Reacting to recent comments from Green Bay Packers quarterback Aaron Rodgers, who said the officials’ inconsistency was due to several referees leaving for network TV roles, Goodell said that wasn’t a factor.

“Are we losing people from the field to the booth? There are some that never even officiated on the NFL field, and so we didn’t lose anyone,” Goodell said. “We may have lost them from our office, but we didn’t lose them from officiating on the field. Others are taking on that responsibility at the end of their careers. So, I do not think that’s a factor at all. Zero.”

Goodell touched on several other topics Wednesday:

Minority hirings: Goodell credited the recently implemented coach and front office accelerator program with helping to introduce teams to a more diverse candidate pool. The commissioner told reporters that the program introduced the Tennessee Titans to their new general manager, Ran Carthon, in December.

Carthon, who is Black, is one of two minority GM or head coach candidates hired so far during this year’s cycle, along with DeMeco Ryans, who was named head coach of the Houston Texans last month.

“We’re gonna continue (the accelerator program),” Goodell said. “Our commitment’s strong to that. But that’s just one. We had a number of other programs that we’ve put in that I think are going to produce long-term results.

“Now we all want short-term results, but it’s important to have it be sustainable for the future, and we believe diversity makes us stronger. It’s about attracting the best talent and giving them the best opportunity to be successful. To me, that’s at the core of what we do. We want the changes to be really fundamental and sound and sustainable.”

Health and safety: Goodell addressed the modified concussion protocols that the NFL and the NFLPA agreed to after an investigation determined that the previous protocols did not lead to the intended result with Dolphins quarterback Tua Tagovailoa.

“Any time we can change the protocols to make it safer for our players, we’re gonna do that,” Goodell said. “What we changed in October is something that we thought would give us a better opportunity to treat those conditions more conservatively. … I think that’s also why concussions went up this year because we had a broader definition, a more conservative definition. We had an increase of 17 percent of evaluations. So if you have more evaluations, you’re going to have more concussions.”

The commissioner added that the next move in concussion prevention will be improvements to the helmets.

Washington Commanders investigation/potential sale: On the topic of Mary Jo White’s investigation into misconduct by the team’s owner, Daniel Snyder, Goodell said there’s no timeline in place for White to conclude her investigation and report her findings to the NFL.

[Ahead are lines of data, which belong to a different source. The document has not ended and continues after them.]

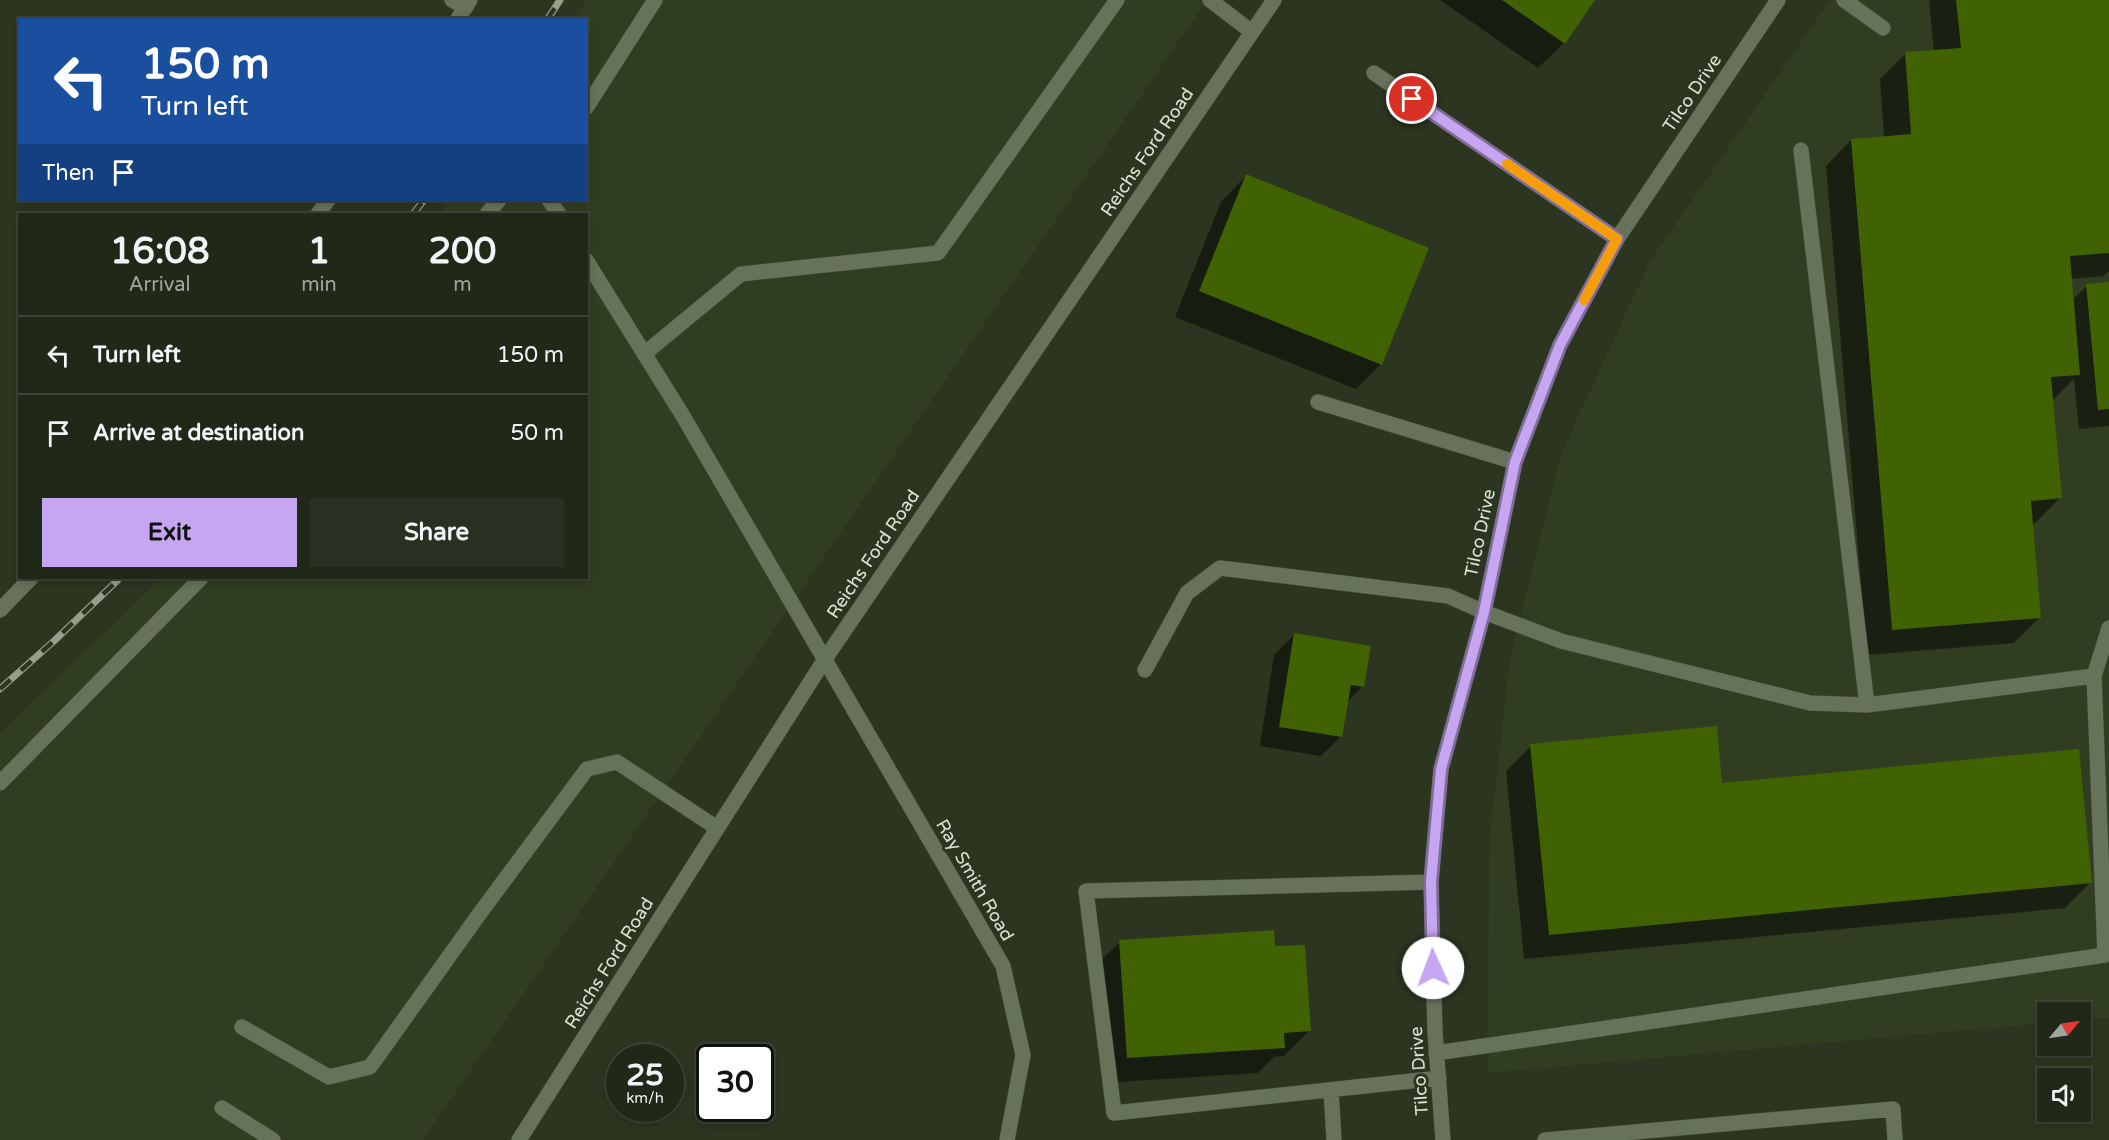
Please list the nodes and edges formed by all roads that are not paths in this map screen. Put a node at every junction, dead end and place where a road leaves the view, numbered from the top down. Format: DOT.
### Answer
graph roads {
  1 [pos="655,0"];
  2 [pos="1117,0"];
  3 [pos="1210,0"];
  4 [pos="1274,0"];
  5 [pos="1778,0"];
  6 [pos="1844,0"];
  7 [pos="463,2"];
  8 [pos="458,18"];
  9 [pos="1883,28"];
  10 [pos="1252,32"];
  11 [pos="1374,73"];
  12 [pos="588,105"];
  13 [pos="1801,150"];
  14 [pos="498,201"];
  15 [pos="488,213"];
  16 [pos="1617,239"];
  17 [pos="588,263"];
  18 [pos="644,354"];
  19 [pos="1318,402"];
  20 [pos="1515,462"];
  21 [pos="30,579"];
  22 [pos="200,579"];
  23 [pos="0,610"];
  24 [pos="1484,612"];
  25 [pos="2109,628"];
  26 [pos="825,659"];
  27 [pos="1145,670"];
  28 [pos="2094,676"];
  29 [pos="1867,705"];
  30 [pos="0,783"];
  31 [pos="717,828"];
  32 [pos="1431,882"];
  33 [pos="242,1027"];
  34 [pos="1437,1053"];
  35 [pos="1438,1078"];
  36 [pos="1331,1090"];
  37 [pos="222,1108"];
  38 [pos="273,1140"];
  39 [pos="519,1140"];
  40 [pos="1007,1140"];
  41 [pos="1334,1140"];
  42 [pos="1443,1140"];
  43 [pos="1545,1140"];
  44 [pos="1895,1140"];
  1 -- 12 [label="street"];
  2 -- 18 [label="street"];
  3 -- 10 [label="street"];
  4 -- 10 [label="street, Reichs Ford Road"];
  5 -- 16 [label="street, Tilco Drive"];
  6 -- 9 [label="street"];
  7 -- 8 [label="street"];
  10 -- 26 [label="street, Reichs Ford Road"];
  11 -- 16 [label="street"];
  13 -- 29 [label="street"];
  14 -- 15 [label="street"];
  16 -- 20 [label="street, Tilco Drive"];
  17 -- 18 [label="street, Ray Smith Road"];
  18 -- 26 [label="street, Ray Smith Road"];
  19 -- 20 [label="street"];
  20 -- 24 [label="street, Tilco Drive"];
  21 -- 23 [label="street"];
  22 -- 30 [label="street"];
  24 -- 27 [label="street"];
  24 -- 29 [label="street"];
  24 -- 32 [label="street, Tilco Drive"];
  25 -- 28 [label="street"];
  26 -- 31 [label="street, Reichs Ford Road"];
  26 -- 40 [label="street, Ray Smith Road"];
  28 -- 29 [label="street"];
  28 -- 34 [label="street"];
  31 -- 33 [label="street"];
  31 -- 39 [label="street, Reichs Ford Road"];
  32 -- 34 [label="street, Tilco Drive"];
  32 -- 36 [label="street"];
  34 -- 35 [label="street, Tilco Drive"];
  35 -- 36 [label="street"];
  35 -- 42 [label="street, Tilco Drive"];
  36 -- 41 [label="street"];
  37 -- 38 [label="street"];
  43 -- 44 [label="street"];
}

“There is no timeline given to Mary Jo White,” Goodell said. “She is authorized to work independently. There is no timeline for her to come to any conclusions.”

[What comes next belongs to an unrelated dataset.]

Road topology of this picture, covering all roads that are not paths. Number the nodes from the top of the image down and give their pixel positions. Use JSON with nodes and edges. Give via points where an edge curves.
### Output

As for the potential sale of the team, Goodell said the process of finding a buyer is underway but the league won’t be involved until the other owners vote whether to approve a deal.

“The Commanders are under a process. That’s their process. Ultimately, if they reach a conclusion and have someone joining the ownership group or buying the team, that’s something the ownership will look at.”

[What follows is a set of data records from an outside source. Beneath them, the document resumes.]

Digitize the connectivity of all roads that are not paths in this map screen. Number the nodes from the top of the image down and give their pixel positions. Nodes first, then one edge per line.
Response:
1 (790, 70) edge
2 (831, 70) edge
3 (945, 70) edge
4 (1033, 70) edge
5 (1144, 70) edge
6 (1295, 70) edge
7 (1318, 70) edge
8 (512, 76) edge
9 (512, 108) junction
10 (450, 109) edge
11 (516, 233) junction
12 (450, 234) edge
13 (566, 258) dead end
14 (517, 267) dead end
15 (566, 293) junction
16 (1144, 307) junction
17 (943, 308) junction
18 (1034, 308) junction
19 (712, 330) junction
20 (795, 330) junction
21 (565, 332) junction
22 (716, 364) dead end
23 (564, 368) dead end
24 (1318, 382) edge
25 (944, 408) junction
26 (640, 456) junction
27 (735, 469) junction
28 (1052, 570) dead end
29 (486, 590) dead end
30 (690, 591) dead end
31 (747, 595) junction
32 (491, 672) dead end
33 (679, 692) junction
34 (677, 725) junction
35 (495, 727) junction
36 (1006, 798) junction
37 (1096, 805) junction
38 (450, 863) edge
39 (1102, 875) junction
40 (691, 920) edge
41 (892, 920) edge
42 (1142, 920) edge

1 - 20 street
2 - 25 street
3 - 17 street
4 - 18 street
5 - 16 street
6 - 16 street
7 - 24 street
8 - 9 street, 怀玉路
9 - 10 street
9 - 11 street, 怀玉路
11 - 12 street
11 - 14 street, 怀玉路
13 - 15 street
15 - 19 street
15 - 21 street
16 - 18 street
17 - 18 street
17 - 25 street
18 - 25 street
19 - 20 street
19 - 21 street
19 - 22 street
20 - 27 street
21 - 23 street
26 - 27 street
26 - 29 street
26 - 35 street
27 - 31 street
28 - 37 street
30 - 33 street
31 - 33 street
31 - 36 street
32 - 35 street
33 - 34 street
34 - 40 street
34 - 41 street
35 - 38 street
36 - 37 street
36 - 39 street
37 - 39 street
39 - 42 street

Site of Super Bowl LX: The Super Bowl locations for the next two seasons are set, with Las Vegas hosting Super Bowl LVII and New Orleans welcoming Super Bowl LIX to town in 2025.

As for the 60th (LX) and 61st (LXI) Super Bowls, Goodell said the selection for LX in 2026 will be made later this year. LXI’s location in 2027 could also be determined in 2023.

“Thursday Night Football” flex?: With flexible scheduling for “Monday Night Football” being implemented this year for December games, Goodell hinted that the league’s schedule could include flex games for “Thursday Night Football” in the future.

“This is the first year of our new deals which will have flexible scheduling on Monday night,” he said. “So we’ll have flexible scheduling on Sundays and Mondays, it wouldn’t at all surprise me at some point that we have it on Thursdays, at some stage. Not today, but it’ll certainly be something that’ll be on our horizon.”